Behind every great offense there is a defense

To paraphrase the late Meryll Frost, we need to give the much-hated, much-maligned bond allocation credit for picking up the slack so far in this stock selloff. (Of course, if things get out of hand from here and investors run for the hills, we will follow protocol to take money off the table as needed.)

Offense is Sexy

In many ways, stocks and bonds can be thought of as offensive and defensive positions in an investment portfolio. Since 2009, stocks grew to commanded a premium while sentiment toward bonds were probably the worst I’ve ever witnessed in my career.
And so it was this past weekend at the Superbowl, when the greatest offense clashed with the greatest defense, with stunning results. Hat tip to Pete for sending in this article:

How the Seattle Seahawks Solved Peyton Manning
The best quarterback in NFL history was dismantled by one of the best game plans in Super Bowl history.
This, upon further review, is the story of Super Bowl XLVIII. On Sunday, in the immediate wake of the Seattle Seahawks’ 43-8 drubbing of Peyton Manning and the Denver Broncos, it was natural to surmise that Manning, the league’s most valuable player this season, had shrunk on the biggest stage. After all, this is a player whose career playoff record is now a modest 11-12.
But a review of the game film shows that Manning’s struggles were destined from the start.
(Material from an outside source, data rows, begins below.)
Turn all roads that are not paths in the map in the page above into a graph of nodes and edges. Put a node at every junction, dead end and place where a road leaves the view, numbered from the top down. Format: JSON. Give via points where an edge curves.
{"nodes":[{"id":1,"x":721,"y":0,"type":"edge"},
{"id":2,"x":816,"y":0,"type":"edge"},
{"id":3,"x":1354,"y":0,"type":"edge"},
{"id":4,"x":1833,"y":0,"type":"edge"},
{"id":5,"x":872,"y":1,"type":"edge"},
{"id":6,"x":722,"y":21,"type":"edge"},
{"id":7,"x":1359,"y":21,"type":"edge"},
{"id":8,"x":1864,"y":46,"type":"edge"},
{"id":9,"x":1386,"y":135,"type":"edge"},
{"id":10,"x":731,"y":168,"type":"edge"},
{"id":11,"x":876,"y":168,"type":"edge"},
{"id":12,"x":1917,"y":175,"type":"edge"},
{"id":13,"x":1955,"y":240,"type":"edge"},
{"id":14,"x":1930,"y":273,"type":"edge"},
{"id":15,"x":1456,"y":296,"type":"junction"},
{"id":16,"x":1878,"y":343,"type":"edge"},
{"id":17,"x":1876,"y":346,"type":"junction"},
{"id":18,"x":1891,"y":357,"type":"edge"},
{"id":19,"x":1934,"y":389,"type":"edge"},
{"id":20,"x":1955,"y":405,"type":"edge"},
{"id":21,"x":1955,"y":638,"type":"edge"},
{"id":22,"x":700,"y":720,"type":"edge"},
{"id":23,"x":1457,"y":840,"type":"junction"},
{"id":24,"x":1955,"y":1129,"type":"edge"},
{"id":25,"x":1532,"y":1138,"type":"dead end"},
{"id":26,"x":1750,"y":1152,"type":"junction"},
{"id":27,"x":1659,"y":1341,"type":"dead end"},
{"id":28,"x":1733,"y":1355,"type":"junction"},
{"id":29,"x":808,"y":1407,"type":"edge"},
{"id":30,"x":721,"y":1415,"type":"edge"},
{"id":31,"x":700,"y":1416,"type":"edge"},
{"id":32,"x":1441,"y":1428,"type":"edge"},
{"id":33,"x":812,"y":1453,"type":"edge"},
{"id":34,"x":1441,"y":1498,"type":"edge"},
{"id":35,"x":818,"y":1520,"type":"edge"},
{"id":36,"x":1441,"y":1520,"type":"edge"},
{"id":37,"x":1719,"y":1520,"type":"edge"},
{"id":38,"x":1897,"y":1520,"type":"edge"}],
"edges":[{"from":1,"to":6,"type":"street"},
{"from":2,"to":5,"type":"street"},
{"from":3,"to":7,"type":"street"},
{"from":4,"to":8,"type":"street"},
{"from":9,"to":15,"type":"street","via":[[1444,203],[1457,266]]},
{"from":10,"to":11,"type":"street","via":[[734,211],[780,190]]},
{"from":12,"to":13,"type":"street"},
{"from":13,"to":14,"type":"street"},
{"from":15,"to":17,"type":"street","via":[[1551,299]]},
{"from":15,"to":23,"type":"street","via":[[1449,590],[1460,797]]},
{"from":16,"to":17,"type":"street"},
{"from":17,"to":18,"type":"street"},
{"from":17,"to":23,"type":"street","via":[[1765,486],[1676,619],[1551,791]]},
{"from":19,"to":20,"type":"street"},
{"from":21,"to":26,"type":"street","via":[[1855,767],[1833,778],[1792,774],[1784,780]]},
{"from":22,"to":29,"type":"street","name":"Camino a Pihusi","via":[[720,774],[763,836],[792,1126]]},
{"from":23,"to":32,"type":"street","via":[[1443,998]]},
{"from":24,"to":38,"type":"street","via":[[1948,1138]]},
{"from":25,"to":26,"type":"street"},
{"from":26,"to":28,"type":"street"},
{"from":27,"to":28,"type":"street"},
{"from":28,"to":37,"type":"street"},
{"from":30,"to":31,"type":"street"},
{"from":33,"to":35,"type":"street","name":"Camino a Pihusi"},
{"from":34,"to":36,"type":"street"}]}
Seattle’s strategy focused on containing Denver’s vaunted short passing game, exposing the Broncos as a team with surprisingly few tricks in their offensive bag.
The Seahawks gladly let Manning break the Super Bowl record for completions. He connected on 34 of his 49 passes. The hulking Seattle defense held those passes to an average of 8.2 yards per completion, the third-worst mark in Super Bowl history, according to Stats LLC. The plan was simple: Let Manning have his short passes, but make sure they stay short.
The Seahawks have a few trademark moves: They pressure the quarterback with their endless parade of talented defensive linemen, and their oversize cornerbacks push receivers out near the sideline. This leaves large spaces in the middle of the field, where safeties Earl Thomas and Kam Chancellor wipe out receivers that come through.
What the Seahawks did on Sunday was take that standard operating procedure and make tweaks to neutralize Manning.
The first rule of facing Manning is don’t blitz. According to Pro Football Focus, there were 184 instances this season when brave, foolish souls blitzed Manning; he devastated them in response, compiling a quarterback rating above 100 in those situations.
The point of blitzing—that is, sending defenders other than linemen to rush the quarterback—is to get the quarterback uncomfortable, gambling that he won’t be able to find the hole in the defense that was created when the blitzing player left his post. That doesn’t work on Manning. The Seahawks knew this, so they tried something else.
On Denver’s first third down of the game, Seattle sent only three pass rushers. The rest dropped into coverage. This is almost unheard of in the NFL. The play resulted in a short three-yard completion that forced a punt. In another critical instance, the Seahawks sent the standard four pass rushers—yet defensive end Cliff Avril got to Manning anyway, hitting his arm as he threw. Because linebacker Malcolm Smith wasn’t blitzing, he was there to intercept the floating pass and return it for a backbreaking touchdown.
In fact, on some plays, the Seahawks would even drop their linemen into coverage, even though they weigh around 300 pounds. A typical play saw them backing straight up and standing towards the middle of the field and giving Manning yet another (large) object to avoid. The three-man rush could still apply pressure, however.
This was the theme throughout the night. The Seahawks wanted to keep every play in front of them to prevent the Denver wide receivers from executing their blocking schemes to break off big gains after the catch—the Broncos’ trademark.
To counteract these and the “pick” plays Denver runs, in which one receiver runs interference for another by running into a cornerback, the Seahawks had a clear plan.
When two Denver receivers lined up next to each other, Seattle cornerbacks such as Richard Sherman would begin to backpedal before the snap. This was to get away from the Bronco receivers. The Seahawks knew those receiver pairs likely would try to pick the cornerback—or to execute downfield blocking on a short pass, which could lead to even bigger gains. So the Seahawks’ cornerbacks had no problem starting the play three or four yards away, waiting for it to develop, then rushing in with their superior tackling skills to stomp it out.
Seattle’s defensive plan will go down as one of the best efforts to stop an individual player in Super Bowl history. The gold standard was coach Bill Belichick’s strategy that engineered the New England Patriots’ 2002 upset of the St. Louis Rams. In that game, Belichick knew that Rams running back Marshall Faulk was the key to the offense. He figured St. Louis could execute nearly any play—from a big run to a deep pass—by either giving the ball to Faulk or using him as a decoy. So Belichick’s plan was to devote a player to knocking Faulk on his behind on every play, taking him completely out of the equation.
The Patriots, a two-touchdown underdog, pulled off the upset, 20-17. It took until Sunday for another coach to so effectively nullify a superstar in a Super Bowl.

Now if only Bill Belichick can somehow recall this lesson.